### TASK TO CARRY OUT
I'd like the full listing transcribed exactly, with no images included.

### INFORMATION SUPPLIED
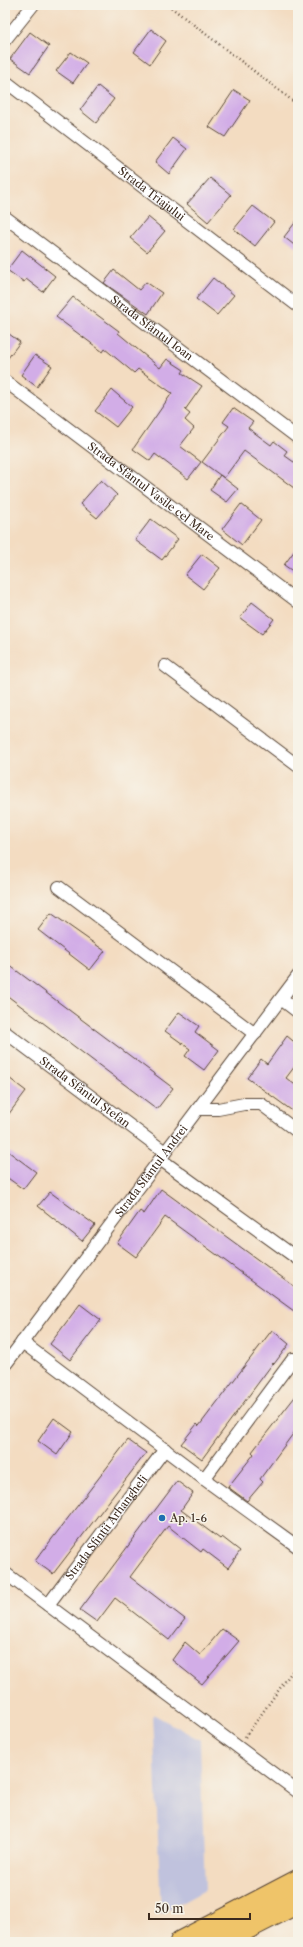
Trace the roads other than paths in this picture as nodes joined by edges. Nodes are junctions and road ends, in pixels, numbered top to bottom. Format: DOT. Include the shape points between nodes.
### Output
graph roads {
  1 [pos="33,5"];
  2 [pos="5,40"];
  3 [pos="5,81"];
  4 [pos="5,217"];
  5 [pos="298,306"];
  6 [pos="5,381"];
  7 [pos="298,438"];
  8 [pos="298,602"];
  9 [pos="165,666"];
  10 [pos="298,766"];
  11 [pos="59,887"];
  12 [pos="298,976"];
  13 [pos="281,999"];
  14 [pos="298,1012"];
  15 [pos="5,1032"];
  16 [pos="255,1034"];
  17 [pos="198,1109"];
  18 [pos="298,1132"];
  19 [pos="162,1156"];
  20 [pos="298,1259"];
  21 [pos="22,1342"];
  22 [pos="294,1359"];
  23 [pos="5,1365"];
  24 [pos="165,1449"];
  25 [pos="204,1479"];
  26 [pos="298,1547"];
  27 [pos="5,1573"];
  28 [pos="48,1605"];
  29 [pos="298,1792"];
  30 [pos="298,1881"];
  31 [pos="298,1902"];
  32 [pos="181,1942"];
  33 [pos="220,1942"];
  1 -- 2 [label="street"];
  3 -- 5 [label="street, Strada Triajului"];
  4 -- 7 [label="street, Strada Sfântul Ioan"];
  6 -- 8 [label="street, Strada Sfântul Vasile cel Mare"];
  9 -- 10 [label="street"];
  11 -- 16 [label="street"];
  12 -- 13 [label="street, Strada Sfântul Andrei"];
  13 -- 14 [label="street"];
  13 -- 16 [label="street, Strada Sfântul Andrei"];
  15 -- 19 [label="street, Strada Sfântul Ștefan"];
  16 -- 17 [label="street, Strada Sfântul Andrei"];
  17 -- 18 [label="street" via="261,1104"];
  17 -- 19 [label="street, Strada Sfântul Andrei"];
  19 -- 20 [label="street, Strada Sfântul Ștefan"];
  19 -- 21 [label="street, Strada Sfântul Andrei"];
  21 -- 23 [label="street, Strada Sfântul Andrei"];
  21 -- 24 [label="street"];
  22 -- 25 [label="street"];
  24 -- 25 [label="street"];
  24 -- 28 [label="street, Strada Sfinții Arhangheli"];
  25 -- 26 [label="street"];
  27 -- 28 [label="street"];
  28 -- 29 [label="street"];
  30 -- 32 [label="highway"];
  31 -- 33 [label="highway"];
}
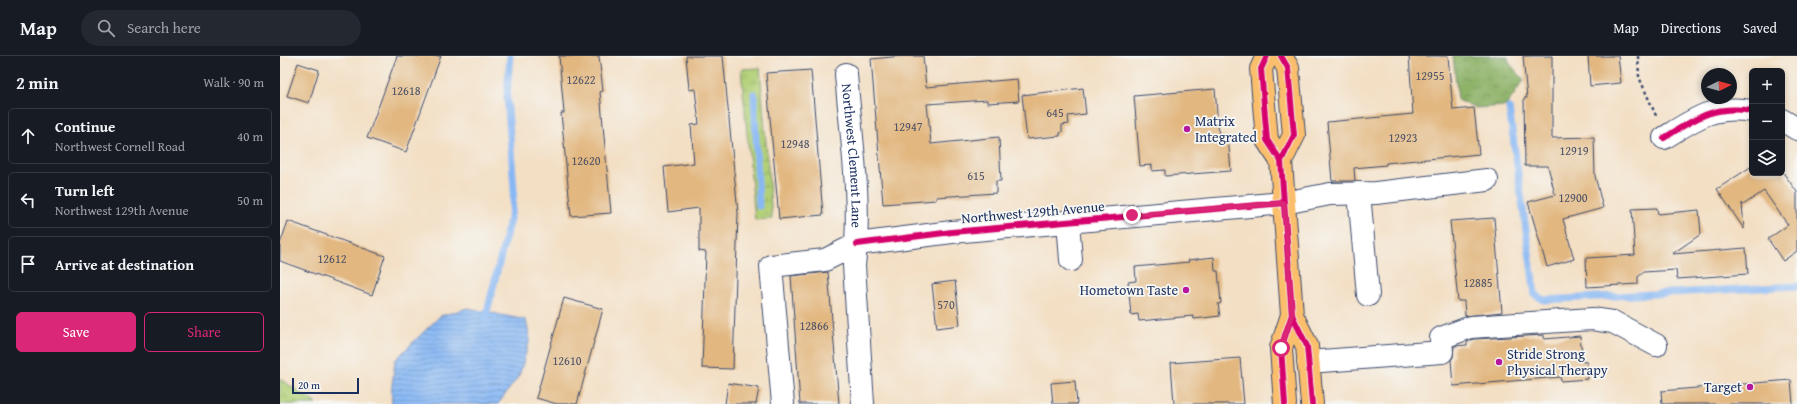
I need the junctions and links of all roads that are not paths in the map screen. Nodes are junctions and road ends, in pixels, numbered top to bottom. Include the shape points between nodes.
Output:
1 (1267, 56) edge
2 (1281, 56) edge
3 (846, 74) dead end
4 (1749, 111) edge
5 (1785, 122) edge
6 (1797, 129) edge
7 (1664, 138) road end
8 (1281, 161) junction
9 (1487, 180) dead end
10 (1359, 193) junction
11 (1284, 203) junction
12 (1068, 221) junction
13 (857, 244) junction
14 (1071, 260) dead end
15 (1368, 295) dead end
16 (1292, 315) junction
17 (1656, 345) dead end
18 (1308, 362) junction
19 (783, 404) edge
20 (863, 404) edge
21 (1285, 404) edge
22 (1312, 404) edge

1 - 8 main road via 1261,69 1267,140
2 - 8 main road via 1288,68 1294,135
3 - 13 street, Northwest Clement Lane via 857,213
4 - 7 street via 1725,110 1700,115
5 - 6 street
8 - 11 main road
9 - 10 street, Northwest 129th Avenue
10 - 11 street, Northwest 129th Avenue via 1330,194
10 - 15 street
11 - 12 street, Northwest 129th Avenue
11 - 16 main road
12 - 13 street, Northwest 129th Avenue
12 - 14 street
13 - 19 street, Northwest 129th Avenue via 825,260 771,266
13 - 20 street, Northwest Clement Lane via 854,265
16 - 18 main road via 1307,346
16 - 21 main road via 1281,348
17 - 18 street via 1613,322 1592,318 1471,327 1441,338 1442,352
18 - 22 main road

### TASK SOLUTION
Trace the roads other than paths in this picture as nodes joined by edges. Nodes are junctions and road ends, in pixels, numbered top to bottom. Format: DOT. Include the shape points between nodes.
### Output
graph roads {
  1 [pos="33,5"];
  2 [pos="5,40"];
  3 [pos="5,81"];
  4 [pos="5,217"];
  5 [pos="298,306"];
  6 [pos="5,381"];
  7 [pos="298,438"];
  8 [pos="298,602"];
  9 [pos="165,666"];
  10 [pos="298,766"];
  11 [pos="59,887"];
  12 [pos="298,976"];
  13 [pos="281,999"];
  14 [pos="298,1012"];
  15 [pos="5,1032"];
  16 [pos="255,1034"];
  17 [pos="198,1109"];
  18 [pos="298,1132"];
  19 [pos="162,1156"];
  20 [pos="298,1259"];
  21 [pos="22,1342"];
  22 [pos="294,1359"];
  23 [pos="5,1365"];
  24 [pos="165,1449"];
  25 [pos="204,1479"];
  26 [pos="298,1547"];
  27 [pos="5,1573"];
  28 [pos="48,1605"];
  29 [pos="298,1792"];
  30 [pos="298,1881"];
  31 [pos="298,1902"];
  32 [pos="181,1942"];
  33 [pos="220,1942"];
  1 -- 2 [label="street"];
  3 -- 5 [label="street, Strada Triajului"];
  4 -- 7 [label="street, Strada Sfântul Ioan"];
  6 -- 8 [label="street, Strada Sfântul Vasile cel Mare"];
  9 -- 10 [label="street"];
  11 -- 16 [label="street"];
  12 -- 13 [label="street, Strada Sfântul Andrei"];
  13 -- 14 [label="street"];
  13 -- 16 [label="street, Strada Sfântul Andrei"];
  15 -- 19 [label="street, Strada Sfântul Ștefan"];
  16 -- 17 [label="street, Strada Sfântul Andrei"];
  17 -- 18 [label="street" via="261,1104"];
  17 -- 19 [label="street, Strada Sfântul Andrei"];
  19 -- 20 [label="street, Strada Sfântul Ștefan"];
  19 -- 21 [label="street, Strada Sfântul Andrei"];
  21 -- 23 [label="street, Strada Sfântul Andrei"];
  21 -- 24 [label="street"];
  22 -- 25 [label="street"];
  24 -- 25 [label="street"];
  24 -- 28 [label="street, Strada Sfinții Arhangheli"];
  25 -- 26 [label="street"];
  27 -- 28 [label="street"];
  28 -- 29 [label="street"];
  30 -- 32 [label="highway"];
  31 -- 33 [label="highway"];
}
I need the junctions and links of all roads that are not paths in the map screen. Nodes are junctions and road ends, in pixels, numbered top to bottom. Include the shape points between nodes.
Output:
1 (1267, 56) edge
2 (1281, 56) edge
3 (846, 74) dead end
4 (1749, 111) edge
5 (1785, 122) edge
6 (1797, 129) edge
7 (1664, 138) road end
8 (1281, 161) junction
9 (1487, 180) dead end
10 (1359, 193) junction
11 (1284, 203) junction
12 (1068, 221) junction
13 (857, 244) junction
14 (1071, 260) dead end
15 (1368, 295) dead end
16 (1292, 315) junction
17 (1656, 345) dead end
18 (1308, 362) junction
19 (783, 404) edge
20 (863, 404) edge
21 (1285, 404) edge
22 (1312, 404) edge

1 - 8 main road via 1261,69 1267,140
2 - 8 main road via 1288,68 1294,135
3 - 13 street, Northwest Clement Lane via 857,213
4 - 7 street via 1725,110 1700,115
5 - 6 street
8 - 11 main road
9 - 10 street, Northwest 129th Avenue
10 - 11 street, Northwest 129th Avenue via 1330,194
10 - 15 street
11 - 12 street, Northwest 129th Avenue
11 - 16 main road
12 - 13 street, Northwest 129th Avenue
12 - 14 street
13 - 19 street, Northwest 129th Avenue via 825,260 771,266
13 - 20 street, Northwest Clement Lane via 854,265
16 - 18 main road via 1307,346
16 - 21 main road via 1281,348
17 - 18 street via 1613,322 1592,318 1471,327 1441,338 1442,352
18 - 22 main road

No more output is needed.